**Work to complete:** The answer must be one number: how many lines in the records below contain the string "Vermuelen".

**Saved data entries:**

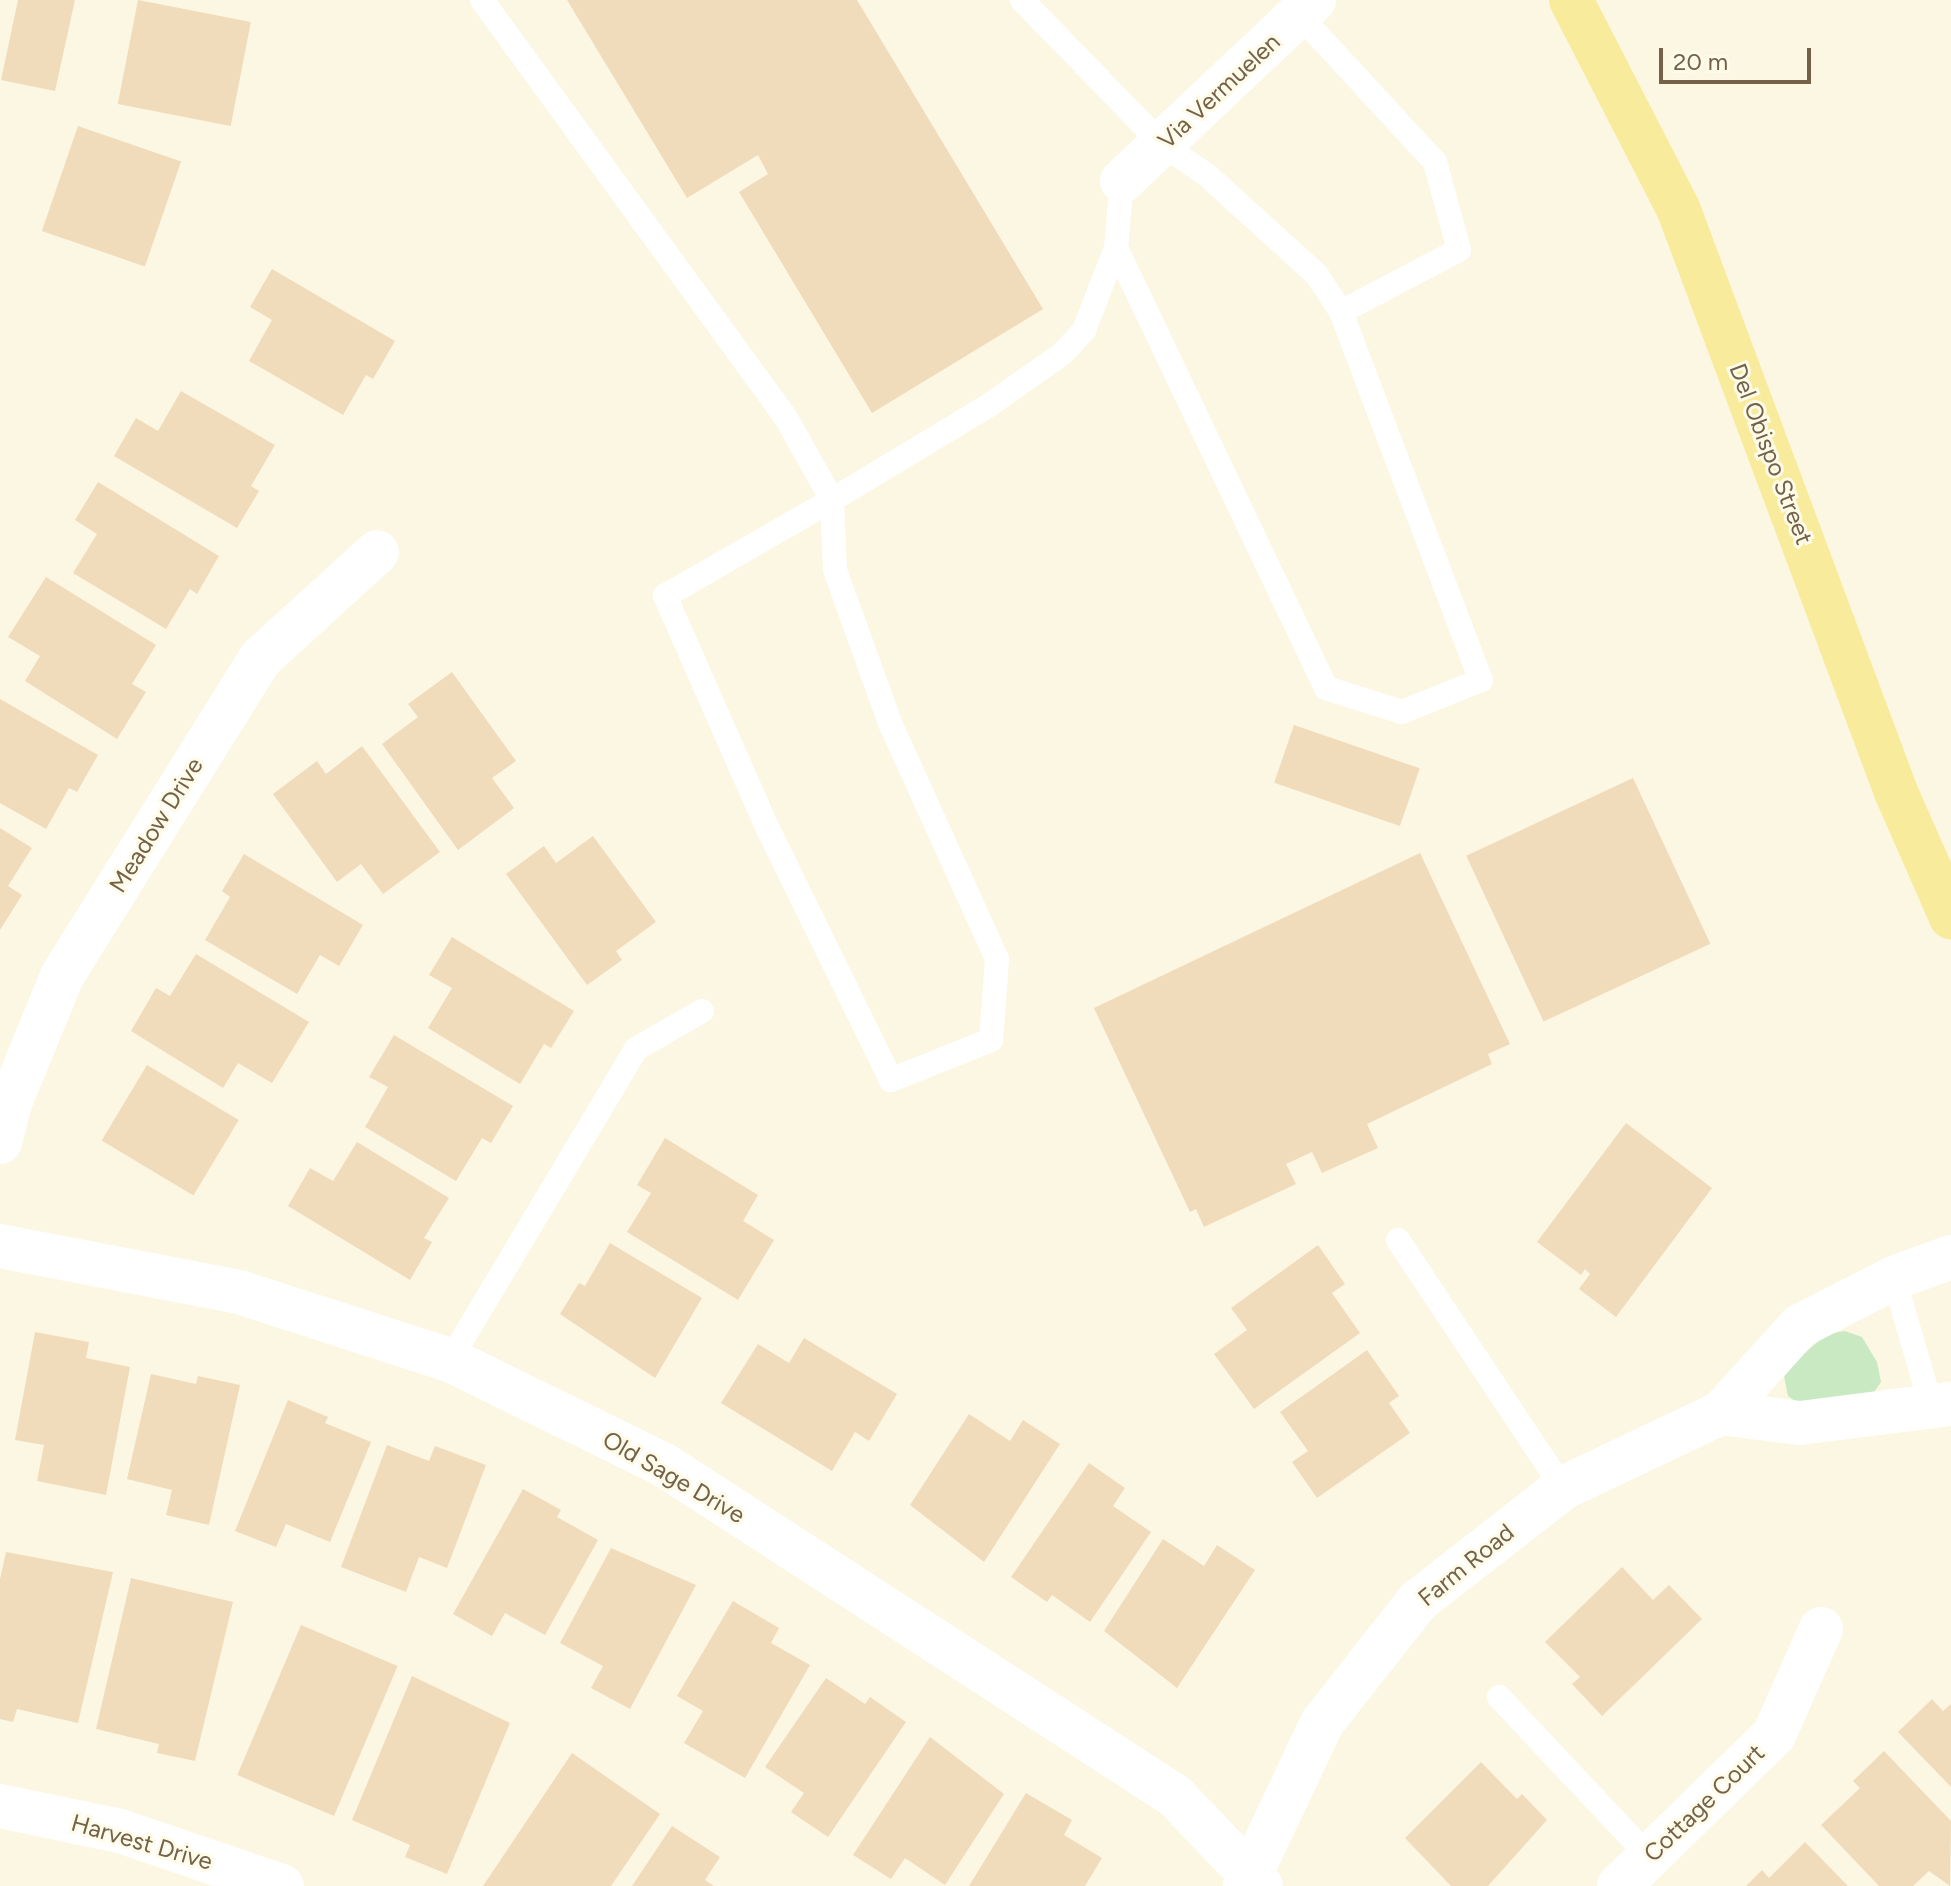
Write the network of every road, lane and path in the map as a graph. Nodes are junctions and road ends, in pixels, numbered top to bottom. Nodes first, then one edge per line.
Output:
1 (482, 0) edge
2 (1022, 0) edge
3 (1571, 0) edge
4 (1299, 5) edge
5 (1162, 144) junction
6 (1122, 181) joint
7 (1116, 248) junction
8 (1341, 312) junction
9 (832, 500) junction
10 (377, 552) dead end
11 (1951, 917) edge
12 (702, 1011) dead end
13 (0, 1142) edge
14 (1398, 1240) dead end
15 (0, 1246) edge
16 (1951, 1257) edge
17 (1894, 1278) junction
18 (450, 1360) junction
19 (1941, 1404) edge
20 (1721, 1413) junction
21 (1563, 1488) junction
22 (1821, 1629) dead end
23 (1499, 1697) dead end
24 (0, 1806) edge
25 (1634, 1871) edge
26 (1252, 1882) edge
27 (282, 1886) edge

1 - 9 lane
2 - 5 lane
3 - 11 main road, Del Obispo Street
4 - 5 street, Via Vermuelen
4 - 8 lane
5 - 6 street, Via Vermuelen
5 - 8 lane
6 - 7 lane
7 - 8 lane
7 - 9 lane
9 - 9 lane
10 - 13 street, Meadow Drive
12 - 18 lane
14 - 21 lane
15 - 18 street, Old Sage Drive
16 - 17 street, Farm Road
17 - 19 lane
17 - 20 street, Farm Road
18 - 26 street, Old Sage Drive
19 - 20 street
20 - 21 street, Farm Road
21 - 26 street, Farm Road
22 - 25 street, Cottage Court
23 - 25 lane
24 - 27 street, Harvest Drive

**Response area:** 2